Ces images ont démontré un curieux manque de deltas en forme d’éventail à l’embouchure de la plupart des rivières de la lune, comme on en trouve à l’embouchure de nombreuses rivières ici sur Terre. Ces deltas sont constitués de sédiments transportés par les fleuves. Leur absence sur Titan aurait pu indiquer que les rivières d’hydrocarbures sur la lune de Saturne ne coulent pas avec suffisamment de force pour transporter les sédiments, ou que les sédiments sont par ailleurs absents des débits fluviaux.
Pour déterminer si tel est le cas, l’équipe a adapté des équations qui relient des paramètres physiques tels que la largeur, la profondeur et la pente de la rivière au débit tout en tenant compte de variables telles que la gravité agissant sur la rivière et la taille et la densité des sédiments poussés. le lit de la rivière.
« Cela signifie que les rivières de gravité et de matériaux différents devraient suivre des relations similaires », a expliqué Perron. « Cela a ouvert la possibilité d’appliquer cela à d’autres planètes également. »

Suivre le courant sur Mars
Lorsque la nouvelle technique est utilisée ici sur Terre, les géologues peuvent effectuer des mesures des caractéristiques de la rivière requises par ces équations pour prédire avec précision le débit d’une rivière ou la quantité d’eau et de sédiments qu’elle peut déplacer en aval.
Bien sûr, cela devient instantanément plus difficile lors de l’étude des rivières hors du monde, avec ces données limitées à la fois pour Mars et Titan. Des données ont été recueillies à partir de Mars par des satellites, y compris des images et des estimations d’élévation, avec de multiples missions en orbite capturant des images haute résolution de la planète, mais de telles observations de Titan sont rares.
Samuel Birch, membre de l’équipe et post-doctorant au MIT, s’est rendu compte que les équations utilisées pour modéliser le débit des rivières pouvaient être adaptées afin que seules les données de largeur et de pente d’une rivière, qui sont disponibles via des images et une topographie à distance, puissent être utilisées pour fournir un résultat.
Cette méthode modifiée basée sur des équations a ensuite été testée par Birch avec près de 500 rivières sur Terre, la méthode révisée fournissant des prédictions précises.
Les équations ont ensuite été appliquées à Mars et aux anciens lits de rivière trouvés dans les cratères Gale et Jezero, qui sont tous deux considérés comme d’anciens lits de lac qui ont débordé d’eau il y a des milliards d’années. Les prédictions ont été comparées aux mesures sur le terrain de la taille des grains de sédiments recueillies par Curiosity et Perseverance. Cela a permis de vérifier la précision de la technique sur des rivières éloignées de la Terre.

En savoir plus sur les rivières de méthane de Titan
Les scientifiques ont ensuite appliqué la nouvelle méthode et ses équations révisées à deux sites spécifiques sur Titan où les pentes des rivières peuvent être mesurées. Cela comprenait une rivière se jetant dans un lac de méthane de la taille du lac Ontario, qui est également l’emplacement de l’un des seuls deltas fluviaux sur Titan, qui s’est avéré couler presque aussi fortement que le Mississippi ici sur Terre.

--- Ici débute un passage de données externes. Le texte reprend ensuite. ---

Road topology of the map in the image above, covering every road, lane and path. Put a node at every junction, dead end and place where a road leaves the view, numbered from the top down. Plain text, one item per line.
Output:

L’équipe a ensuite comparé le flux de méthane de ce fleuve Titan possédant un delta à celui qui ne présente pas une telle caractéristique. Les chercheurs ont découvert que cette dernière rivière Titan coulait presque aussi fortement malgré l’absence de signes d’accumulation de sédiments en forme d’éventail. Cela indiquait qu’il devait y avoir une autre raison pour laquelle la plupart des rivières de Titan n’avaient pas de deltas.

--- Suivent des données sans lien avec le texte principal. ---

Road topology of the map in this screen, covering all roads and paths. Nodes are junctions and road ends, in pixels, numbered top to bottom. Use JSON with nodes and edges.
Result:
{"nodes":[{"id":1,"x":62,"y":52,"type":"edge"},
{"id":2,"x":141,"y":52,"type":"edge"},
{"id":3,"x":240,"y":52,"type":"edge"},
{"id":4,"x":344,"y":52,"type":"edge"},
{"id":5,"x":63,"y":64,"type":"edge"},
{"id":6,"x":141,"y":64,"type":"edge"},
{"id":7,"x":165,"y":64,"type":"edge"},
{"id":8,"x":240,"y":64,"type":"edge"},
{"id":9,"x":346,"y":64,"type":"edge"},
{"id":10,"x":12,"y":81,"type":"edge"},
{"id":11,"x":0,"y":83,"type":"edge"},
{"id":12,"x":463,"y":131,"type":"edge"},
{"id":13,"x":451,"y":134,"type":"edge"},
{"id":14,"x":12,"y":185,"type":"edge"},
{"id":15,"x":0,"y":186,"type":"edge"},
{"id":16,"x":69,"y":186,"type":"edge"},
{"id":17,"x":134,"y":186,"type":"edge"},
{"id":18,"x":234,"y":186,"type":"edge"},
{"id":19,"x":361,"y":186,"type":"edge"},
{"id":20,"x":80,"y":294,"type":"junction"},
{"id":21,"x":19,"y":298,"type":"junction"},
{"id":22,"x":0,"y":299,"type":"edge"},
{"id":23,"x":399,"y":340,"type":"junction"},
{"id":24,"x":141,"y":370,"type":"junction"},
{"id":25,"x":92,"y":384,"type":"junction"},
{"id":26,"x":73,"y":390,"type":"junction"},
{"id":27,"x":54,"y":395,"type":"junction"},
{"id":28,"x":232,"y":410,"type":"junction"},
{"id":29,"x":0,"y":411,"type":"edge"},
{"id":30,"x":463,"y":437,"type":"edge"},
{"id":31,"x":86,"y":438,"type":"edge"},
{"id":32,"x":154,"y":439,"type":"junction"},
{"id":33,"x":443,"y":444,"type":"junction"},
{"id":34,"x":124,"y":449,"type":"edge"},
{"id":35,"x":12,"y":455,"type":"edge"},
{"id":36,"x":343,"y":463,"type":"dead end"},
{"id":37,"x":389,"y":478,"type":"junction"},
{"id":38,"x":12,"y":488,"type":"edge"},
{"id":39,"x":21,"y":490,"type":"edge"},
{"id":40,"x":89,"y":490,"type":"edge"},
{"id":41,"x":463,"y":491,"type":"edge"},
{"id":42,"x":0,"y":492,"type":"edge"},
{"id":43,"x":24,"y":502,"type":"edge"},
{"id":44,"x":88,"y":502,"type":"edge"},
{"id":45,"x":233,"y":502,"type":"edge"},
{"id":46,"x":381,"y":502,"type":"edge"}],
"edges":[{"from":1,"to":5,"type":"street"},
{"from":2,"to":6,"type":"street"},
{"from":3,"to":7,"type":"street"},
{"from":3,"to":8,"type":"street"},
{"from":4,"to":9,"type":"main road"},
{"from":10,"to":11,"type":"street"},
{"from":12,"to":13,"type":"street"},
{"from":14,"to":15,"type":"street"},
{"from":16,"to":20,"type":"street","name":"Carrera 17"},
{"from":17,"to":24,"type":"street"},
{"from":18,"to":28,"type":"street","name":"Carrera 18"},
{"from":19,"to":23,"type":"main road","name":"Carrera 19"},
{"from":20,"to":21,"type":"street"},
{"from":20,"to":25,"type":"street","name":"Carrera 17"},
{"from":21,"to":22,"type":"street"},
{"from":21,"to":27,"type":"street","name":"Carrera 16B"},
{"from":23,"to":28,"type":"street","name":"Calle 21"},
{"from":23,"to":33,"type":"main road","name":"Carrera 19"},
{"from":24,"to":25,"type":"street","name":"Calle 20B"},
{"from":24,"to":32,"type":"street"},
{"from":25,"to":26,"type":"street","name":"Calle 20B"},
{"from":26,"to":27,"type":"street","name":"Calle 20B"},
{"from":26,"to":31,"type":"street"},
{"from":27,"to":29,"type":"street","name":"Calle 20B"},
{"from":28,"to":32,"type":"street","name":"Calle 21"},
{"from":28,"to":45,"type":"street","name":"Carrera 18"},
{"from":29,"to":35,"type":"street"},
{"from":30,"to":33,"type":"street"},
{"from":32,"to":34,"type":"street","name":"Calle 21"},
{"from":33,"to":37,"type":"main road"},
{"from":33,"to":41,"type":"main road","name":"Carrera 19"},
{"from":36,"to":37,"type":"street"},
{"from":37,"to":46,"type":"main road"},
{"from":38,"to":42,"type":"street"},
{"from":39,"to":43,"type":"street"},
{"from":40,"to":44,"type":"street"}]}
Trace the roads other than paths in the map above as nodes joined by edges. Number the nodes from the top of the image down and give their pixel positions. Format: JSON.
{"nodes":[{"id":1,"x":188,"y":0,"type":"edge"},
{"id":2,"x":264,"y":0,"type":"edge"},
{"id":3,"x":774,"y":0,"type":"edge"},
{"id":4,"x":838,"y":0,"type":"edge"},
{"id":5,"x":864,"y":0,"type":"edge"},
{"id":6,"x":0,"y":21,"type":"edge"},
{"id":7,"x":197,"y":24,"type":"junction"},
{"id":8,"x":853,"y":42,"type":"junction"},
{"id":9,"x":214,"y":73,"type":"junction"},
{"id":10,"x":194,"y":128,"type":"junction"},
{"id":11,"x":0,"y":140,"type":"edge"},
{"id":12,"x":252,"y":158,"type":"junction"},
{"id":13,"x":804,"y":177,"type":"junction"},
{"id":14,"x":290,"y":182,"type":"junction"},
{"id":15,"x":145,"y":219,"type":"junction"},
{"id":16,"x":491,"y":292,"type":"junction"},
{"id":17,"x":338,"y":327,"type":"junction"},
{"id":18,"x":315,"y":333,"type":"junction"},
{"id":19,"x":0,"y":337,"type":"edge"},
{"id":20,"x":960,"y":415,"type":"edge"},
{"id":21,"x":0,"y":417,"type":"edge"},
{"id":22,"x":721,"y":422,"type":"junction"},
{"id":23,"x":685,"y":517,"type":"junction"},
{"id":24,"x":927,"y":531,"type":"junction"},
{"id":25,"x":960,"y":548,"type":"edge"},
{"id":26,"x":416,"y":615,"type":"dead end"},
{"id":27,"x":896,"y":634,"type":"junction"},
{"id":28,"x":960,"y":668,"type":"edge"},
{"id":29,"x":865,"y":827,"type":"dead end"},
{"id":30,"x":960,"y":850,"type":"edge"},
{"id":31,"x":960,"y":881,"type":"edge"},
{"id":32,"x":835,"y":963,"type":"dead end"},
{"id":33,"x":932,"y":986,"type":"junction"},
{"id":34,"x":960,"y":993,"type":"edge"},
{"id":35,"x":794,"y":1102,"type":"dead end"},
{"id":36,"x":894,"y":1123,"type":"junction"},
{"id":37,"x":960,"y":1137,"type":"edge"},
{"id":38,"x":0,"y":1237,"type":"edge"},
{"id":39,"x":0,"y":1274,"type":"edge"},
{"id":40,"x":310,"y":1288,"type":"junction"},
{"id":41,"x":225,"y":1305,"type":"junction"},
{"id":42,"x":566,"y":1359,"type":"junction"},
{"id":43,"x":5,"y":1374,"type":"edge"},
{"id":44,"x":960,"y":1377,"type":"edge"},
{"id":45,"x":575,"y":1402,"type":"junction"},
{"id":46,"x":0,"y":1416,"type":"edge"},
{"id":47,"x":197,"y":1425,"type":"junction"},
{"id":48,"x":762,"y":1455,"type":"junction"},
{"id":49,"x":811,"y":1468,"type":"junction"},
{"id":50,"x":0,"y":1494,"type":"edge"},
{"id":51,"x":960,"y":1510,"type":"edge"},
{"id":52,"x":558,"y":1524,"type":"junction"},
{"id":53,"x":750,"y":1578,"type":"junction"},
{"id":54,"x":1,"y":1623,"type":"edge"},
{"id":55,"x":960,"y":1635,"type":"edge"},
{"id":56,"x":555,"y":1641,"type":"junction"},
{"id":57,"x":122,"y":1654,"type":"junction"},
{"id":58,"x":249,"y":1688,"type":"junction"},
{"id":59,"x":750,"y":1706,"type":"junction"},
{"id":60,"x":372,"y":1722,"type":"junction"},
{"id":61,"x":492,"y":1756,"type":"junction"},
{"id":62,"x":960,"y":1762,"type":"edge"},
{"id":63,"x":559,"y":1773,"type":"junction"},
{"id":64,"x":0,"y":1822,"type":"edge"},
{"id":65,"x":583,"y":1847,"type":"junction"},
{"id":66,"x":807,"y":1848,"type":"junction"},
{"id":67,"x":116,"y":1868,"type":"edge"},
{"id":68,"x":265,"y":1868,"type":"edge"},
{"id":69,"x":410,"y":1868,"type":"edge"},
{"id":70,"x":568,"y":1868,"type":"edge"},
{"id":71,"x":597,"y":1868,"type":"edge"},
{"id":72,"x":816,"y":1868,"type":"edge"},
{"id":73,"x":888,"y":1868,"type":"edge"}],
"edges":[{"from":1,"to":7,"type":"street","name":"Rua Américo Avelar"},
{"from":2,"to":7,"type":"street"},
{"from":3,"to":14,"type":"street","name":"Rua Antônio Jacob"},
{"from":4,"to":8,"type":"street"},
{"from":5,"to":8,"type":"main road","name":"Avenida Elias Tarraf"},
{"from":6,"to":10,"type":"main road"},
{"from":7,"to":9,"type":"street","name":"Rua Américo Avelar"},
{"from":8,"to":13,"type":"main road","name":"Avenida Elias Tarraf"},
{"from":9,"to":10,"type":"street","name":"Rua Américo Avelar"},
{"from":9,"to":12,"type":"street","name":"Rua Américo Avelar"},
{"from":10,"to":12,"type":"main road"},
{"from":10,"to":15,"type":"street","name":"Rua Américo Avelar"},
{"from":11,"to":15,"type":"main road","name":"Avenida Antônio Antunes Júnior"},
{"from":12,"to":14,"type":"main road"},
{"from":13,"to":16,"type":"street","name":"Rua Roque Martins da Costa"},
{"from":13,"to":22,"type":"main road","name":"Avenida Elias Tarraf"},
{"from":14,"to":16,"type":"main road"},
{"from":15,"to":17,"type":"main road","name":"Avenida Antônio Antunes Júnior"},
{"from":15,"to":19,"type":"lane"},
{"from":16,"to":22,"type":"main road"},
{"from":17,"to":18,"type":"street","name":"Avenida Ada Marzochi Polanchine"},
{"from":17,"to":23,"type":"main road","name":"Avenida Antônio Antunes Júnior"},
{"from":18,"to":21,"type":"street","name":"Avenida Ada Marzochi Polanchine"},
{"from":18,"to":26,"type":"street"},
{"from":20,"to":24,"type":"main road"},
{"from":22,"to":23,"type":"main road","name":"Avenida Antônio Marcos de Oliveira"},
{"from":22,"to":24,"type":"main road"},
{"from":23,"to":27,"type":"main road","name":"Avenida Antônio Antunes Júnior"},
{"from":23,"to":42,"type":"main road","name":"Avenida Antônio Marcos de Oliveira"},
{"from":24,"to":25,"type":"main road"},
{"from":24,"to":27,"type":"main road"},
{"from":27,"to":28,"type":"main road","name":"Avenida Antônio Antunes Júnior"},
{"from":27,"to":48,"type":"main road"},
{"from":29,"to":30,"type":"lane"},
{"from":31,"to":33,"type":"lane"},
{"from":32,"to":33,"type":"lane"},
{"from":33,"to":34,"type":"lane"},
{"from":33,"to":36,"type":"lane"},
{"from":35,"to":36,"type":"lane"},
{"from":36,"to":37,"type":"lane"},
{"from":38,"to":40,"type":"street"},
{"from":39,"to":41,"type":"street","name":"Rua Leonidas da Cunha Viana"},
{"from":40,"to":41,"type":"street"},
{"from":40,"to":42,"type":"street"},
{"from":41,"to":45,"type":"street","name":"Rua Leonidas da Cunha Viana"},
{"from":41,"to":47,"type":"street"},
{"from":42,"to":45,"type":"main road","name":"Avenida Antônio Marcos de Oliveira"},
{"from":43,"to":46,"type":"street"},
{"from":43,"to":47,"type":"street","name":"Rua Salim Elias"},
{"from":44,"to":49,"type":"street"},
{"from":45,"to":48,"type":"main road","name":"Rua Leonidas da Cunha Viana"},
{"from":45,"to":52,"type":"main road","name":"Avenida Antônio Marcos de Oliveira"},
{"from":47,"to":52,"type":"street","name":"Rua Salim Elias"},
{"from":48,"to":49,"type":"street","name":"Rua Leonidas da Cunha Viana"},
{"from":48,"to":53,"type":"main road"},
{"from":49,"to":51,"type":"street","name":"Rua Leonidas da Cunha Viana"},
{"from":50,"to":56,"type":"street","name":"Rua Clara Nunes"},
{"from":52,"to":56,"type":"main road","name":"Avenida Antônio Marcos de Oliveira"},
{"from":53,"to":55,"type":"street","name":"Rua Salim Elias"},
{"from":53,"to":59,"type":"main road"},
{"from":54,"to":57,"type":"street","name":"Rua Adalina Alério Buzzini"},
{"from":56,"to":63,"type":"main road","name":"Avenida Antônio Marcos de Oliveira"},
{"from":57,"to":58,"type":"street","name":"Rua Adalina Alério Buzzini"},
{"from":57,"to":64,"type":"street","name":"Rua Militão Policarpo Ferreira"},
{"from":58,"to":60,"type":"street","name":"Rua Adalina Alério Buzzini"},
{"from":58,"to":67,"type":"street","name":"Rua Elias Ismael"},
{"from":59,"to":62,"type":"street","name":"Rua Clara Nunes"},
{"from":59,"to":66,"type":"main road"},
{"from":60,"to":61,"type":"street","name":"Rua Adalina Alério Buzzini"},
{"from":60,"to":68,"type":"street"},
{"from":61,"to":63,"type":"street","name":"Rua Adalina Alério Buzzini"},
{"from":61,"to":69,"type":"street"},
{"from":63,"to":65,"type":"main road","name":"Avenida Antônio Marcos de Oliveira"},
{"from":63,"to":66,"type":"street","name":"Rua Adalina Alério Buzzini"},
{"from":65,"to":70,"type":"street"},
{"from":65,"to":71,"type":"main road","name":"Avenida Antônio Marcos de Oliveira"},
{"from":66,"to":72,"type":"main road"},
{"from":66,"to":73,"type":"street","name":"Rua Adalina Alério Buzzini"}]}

L’équipe a également découvert que les rivières transportant du méthane sur Titan devraient être plus larges et avoir une pente plus douce que les rivières transportant le même débit d’eau sur Terre ou sur Mars.
« Titan est l’endroit qui ressemble le plus à la Terre », a conclu Birch. « Nous n’en avons qu’un aperçu. Il y a tellement plus que nous savons qu’il y a là-bas, et cette technique à distance nous rapproche un peu plus. »
Les recherches de l’équipe ont été publiées en ligne lundi 10 juillet dans la revue Actes de l’Académie nationale des sciences.